Bahtera Nabi Nuh masih menyisakan banyak misteri
bagi semua umat manusia sepanjang zaman, terutama bagi para arkeolog.
Dikisahkan, Nabi Nuh diperintahkan Allah SWT
untuk membuat sebuah kapal besar untuk menyelamatkan kerabat dan orang-orang
yang beriman, serta pasangan binatang dari berbagai jenis, sebelum datang
banjir besar.
Kini banyak ilmuwan yang meyakini bahwa di Gunung
Ararat, Turki terdapat sisa-sisa Bahtera Nabi Nuh.
Bahkan, tim arkeolog yang tergabung dalam Noah's
Ark Ministries International (NAMI) yang berbasis di Hong Kong mengumumkan pada
lima tahun lalu, mereka telah menemukan sebuah struktur kayu kuno di Gunung
Ararat, yang kemungkinan bagian dari Bahtera Nabi Nuh.

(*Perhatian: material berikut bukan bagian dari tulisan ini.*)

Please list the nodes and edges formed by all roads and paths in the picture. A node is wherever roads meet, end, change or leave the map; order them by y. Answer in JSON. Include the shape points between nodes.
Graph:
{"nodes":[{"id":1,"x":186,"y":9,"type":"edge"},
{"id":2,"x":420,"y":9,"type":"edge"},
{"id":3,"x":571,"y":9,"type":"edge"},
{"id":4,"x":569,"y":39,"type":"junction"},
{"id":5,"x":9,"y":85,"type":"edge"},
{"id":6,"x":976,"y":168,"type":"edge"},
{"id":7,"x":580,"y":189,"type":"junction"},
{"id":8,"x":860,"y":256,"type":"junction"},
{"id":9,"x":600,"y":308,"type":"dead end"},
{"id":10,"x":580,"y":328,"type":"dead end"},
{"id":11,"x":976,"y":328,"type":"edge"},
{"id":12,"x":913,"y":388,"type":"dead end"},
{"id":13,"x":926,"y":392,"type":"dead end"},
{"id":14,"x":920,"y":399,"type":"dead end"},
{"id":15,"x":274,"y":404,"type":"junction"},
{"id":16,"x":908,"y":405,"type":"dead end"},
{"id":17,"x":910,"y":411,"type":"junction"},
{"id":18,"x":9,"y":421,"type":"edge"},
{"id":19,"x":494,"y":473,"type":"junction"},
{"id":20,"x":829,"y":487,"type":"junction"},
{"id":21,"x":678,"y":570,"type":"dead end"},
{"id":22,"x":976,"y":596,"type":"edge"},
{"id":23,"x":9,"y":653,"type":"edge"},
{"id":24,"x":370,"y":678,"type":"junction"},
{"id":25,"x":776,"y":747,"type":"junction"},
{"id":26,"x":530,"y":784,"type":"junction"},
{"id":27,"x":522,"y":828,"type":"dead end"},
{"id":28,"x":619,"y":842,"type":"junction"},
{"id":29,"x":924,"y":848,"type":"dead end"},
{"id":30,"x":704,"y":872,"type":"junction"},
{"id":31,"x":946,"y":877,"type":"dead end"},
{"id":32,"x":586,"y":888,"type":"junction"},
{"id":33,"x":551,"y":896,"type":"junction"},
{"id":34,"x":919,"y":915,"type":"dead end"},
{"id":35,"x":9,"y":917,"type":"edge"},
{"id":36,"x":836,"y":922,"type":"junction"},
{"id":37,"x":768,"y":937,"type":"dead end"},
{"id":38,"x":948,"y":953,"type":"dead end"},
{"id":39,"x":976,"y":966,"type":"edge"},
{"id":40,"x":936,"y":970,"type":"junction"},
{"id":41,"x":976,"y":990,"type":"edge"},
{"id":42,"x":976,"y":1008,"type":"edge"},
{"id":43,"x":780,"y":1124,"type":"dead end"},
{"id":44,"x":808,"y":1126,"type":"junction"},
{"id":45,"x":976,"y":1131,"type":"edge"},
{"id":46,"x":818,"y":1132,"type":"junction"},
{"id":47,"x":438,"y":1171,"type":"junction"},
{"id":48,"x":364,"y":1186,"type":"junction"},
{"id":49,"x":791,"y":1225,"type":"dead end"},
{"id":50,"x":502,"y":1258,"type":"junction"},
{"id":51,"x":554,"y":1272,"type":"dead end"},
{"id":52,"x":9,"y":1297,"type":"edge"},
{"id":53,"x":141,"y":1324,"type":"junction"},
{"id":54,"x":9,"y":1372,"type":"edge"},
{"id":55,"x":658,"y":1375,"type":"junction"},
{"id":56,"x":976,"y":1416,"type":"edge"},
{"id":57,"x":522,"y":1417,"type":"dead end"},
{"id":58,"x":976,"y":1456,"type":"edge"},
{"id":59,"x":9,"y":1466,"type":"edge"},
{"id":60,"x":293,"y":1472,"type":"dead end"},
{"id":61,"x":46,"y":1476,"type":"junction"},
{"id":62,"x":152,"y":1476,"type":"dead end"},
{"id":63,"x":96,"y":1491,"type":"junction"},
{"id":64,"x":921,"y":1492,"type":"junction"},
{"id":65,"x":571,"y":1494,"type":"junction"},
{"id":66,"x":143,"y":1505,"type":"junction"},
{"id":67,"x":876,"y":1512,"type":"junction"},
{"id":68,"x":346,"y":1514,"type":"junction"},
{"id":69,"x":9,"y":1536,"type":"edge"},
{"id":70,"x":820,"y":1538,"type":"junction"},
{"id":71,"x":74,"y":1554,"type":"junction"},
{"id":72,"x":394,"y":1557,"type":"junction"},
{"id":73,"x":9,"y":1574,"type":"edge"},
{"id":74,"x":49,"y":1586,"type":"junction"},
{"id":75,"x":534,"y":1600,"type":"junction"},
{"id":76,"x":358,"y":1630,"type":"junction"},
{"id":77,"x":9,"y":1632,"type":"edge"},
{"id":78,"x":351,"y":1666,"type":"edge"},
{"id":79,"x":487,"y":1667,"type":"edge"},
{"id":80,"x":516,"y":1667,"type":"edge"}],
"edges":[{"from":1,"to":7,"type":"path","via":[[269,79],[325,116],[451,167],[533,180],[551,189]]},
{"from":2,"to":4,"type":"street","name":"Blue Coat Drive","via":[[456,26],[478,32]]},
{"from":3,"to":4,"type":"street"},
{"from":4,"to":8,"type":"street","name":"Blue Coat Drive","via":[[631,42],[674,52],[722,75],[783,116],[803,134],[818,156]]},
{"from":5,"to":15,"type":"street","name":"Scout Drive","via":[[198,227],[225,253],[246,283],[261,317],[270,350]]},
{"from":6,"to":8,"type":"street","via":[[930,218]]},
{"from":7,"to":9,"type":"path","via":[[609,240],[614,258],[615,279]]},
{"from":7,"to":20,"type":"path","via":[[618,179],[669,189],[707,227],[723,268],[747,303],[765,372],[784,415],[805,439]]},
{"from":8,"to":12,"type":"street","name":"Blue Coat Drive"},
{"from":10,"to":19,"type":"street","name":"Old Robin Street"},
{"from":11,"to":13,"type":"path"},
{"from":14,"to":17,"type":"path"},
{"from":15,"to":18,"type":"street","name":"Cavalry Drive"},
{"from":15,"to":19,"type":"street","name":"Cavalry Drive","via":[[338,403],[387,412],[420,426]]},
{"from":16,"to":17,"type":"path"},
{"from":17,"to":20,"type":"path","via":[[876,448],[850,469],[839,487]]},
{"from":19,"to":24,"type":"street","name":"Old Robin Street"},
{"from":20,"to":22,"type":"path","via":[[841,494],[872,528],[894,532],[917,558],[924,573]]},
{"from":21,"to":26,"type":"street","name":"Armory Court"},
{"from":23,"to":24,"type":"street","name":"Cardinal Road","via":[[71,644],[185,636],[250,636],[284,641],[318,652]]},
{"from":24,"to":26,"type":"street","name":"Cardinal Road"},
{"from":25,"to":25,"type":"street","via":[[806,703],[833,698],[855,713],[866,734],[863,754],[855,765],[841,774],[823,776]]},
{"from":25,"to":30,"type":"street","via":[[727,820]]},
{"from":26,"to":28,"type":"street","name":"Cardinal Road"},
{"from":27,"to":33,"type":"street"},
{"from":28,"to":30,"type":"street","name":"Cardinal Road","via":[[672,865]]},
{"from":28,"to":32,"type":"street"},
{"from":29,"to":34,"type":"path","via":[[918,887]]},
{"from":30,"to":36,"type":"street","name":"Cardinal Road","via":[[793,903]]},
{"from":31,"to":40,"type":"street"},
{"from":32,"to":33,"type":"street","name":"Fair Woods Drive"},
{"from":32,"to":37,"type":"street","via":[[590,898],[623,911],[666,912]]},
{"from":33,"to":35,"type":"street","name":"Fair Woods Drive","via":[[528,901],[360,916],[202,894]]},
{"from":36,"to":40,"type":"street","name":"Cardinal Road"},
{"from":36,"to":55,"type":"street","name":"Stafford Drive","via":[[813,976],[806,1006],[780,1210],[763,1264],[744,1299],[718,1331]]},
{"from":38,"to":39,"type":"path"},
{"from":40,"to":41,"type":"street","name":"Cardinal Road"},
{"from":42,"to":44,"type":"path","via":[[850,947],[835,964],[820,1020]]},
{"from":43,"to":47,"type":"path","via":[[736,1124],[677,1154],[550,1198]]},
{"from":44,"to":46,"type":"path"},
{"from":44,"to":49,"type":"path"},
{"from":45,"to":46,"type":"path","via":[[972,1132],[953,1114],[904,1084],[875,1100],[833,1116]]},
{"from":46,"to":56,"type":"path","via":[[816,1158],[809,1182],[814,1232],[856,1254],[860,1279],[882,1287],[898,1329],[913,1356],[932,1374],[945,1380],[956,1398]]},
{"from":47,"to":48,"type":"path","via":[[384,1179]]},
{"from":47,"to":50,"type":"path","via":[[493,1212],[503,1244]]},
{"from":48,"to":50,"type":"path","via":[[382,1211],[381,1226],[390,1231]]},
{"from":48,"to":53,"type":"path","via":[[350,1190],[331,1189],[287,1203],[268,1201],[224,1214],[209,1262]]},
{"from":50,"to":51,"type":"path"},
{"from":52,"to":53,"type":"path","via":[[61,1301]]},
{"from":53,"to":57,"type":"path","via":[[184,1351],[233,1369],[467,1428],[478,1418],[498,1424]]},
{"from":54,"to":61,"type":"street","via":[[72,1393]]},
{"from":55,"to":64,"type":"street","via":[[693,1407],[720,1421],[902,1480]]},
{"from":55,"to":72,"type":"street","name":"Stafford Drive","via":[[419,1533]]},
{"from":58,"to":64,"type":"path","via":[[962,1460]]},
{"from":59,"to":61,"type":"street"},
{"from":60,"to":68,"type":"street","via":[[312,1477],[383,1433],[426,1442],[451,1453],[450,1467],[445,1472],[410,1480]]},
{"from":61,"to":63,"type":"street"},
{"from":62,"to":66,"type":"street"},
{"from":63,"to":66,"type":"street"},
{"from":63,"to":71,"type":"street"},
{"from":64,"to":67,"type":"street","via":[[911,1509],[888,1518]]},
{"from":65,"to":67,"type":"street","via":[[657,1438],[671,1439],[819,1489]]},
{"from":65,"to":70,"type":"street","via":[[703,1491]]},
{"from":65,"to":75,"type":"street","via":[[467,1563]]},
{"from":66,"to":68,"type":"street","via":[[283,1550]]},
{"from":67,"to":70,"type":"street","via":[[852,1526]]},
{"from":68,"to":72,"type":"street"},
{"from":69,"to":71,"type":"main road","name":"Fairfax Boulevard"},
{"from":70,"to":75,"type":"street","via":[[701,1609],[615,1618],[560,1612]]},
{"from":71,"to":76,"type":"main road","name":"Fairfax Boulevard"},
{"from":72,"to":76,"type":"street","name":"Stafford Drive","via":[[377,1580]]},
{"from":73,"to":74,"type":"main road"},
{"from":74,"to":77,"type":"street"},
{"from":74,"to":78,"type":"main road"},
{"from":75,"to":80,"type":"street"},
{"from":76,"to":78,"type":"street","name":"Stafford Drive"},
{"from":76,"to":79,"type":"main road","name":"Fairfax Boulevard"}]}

NAMI mengungkapkan pada April 2010, mereka
menemukan apa yang diyakini bagian dari Bahtera Nuh di ketinggian 4.000 meter
di atas permukaan laut, terkubur di bawah batu vulkanik dan es di Gunung
Ararat.
Menurut laporan Charisma News, pada 15 Oktober
tahun ini, Ahmet Ertugrul, ahli dan penemu Turki yang memimpin NAMI, akan
tampil dalam acara khusus yang diselenggarakan Southern Evangelical Seminary
(SES) untuk mempresentasikan penemuannya.
Ertugrul diharapkan bisa menjawab segala
pertanyaan tentang penemuan awal dari Bahtera Nabi Nuh tersebut.
Dia kemungkinan akan mengumumkan informasi
terbaru terkait Bahtera Nuh bersama dengan sebuah panel yang terdiri dari saksi
mata dan ahli.
Dalam panel itu ada Philip Williams, seorang
insinyur dan mantan pengusaha telekomunikasi Amerika. Dia akan mempresentasikan
temuannya sendiri terkait dengan sisa-sisa Bahtera Nabi Nuh, terutama
foto-foto, kesaksian dan video dari perjalanan yang dibuat di Gunung Ararat
tahun lalu.
Williams adalah salah satu orang Amerika pertama
yang pertama kali menyelidiki struktur Bahtera Nabi Nuh dan telah
mempelajarinya selama dua dekade terakhir. Dia juga menjawab tuduhan bohong
terkait temuan terbaru Bahtera Nabi Nuh.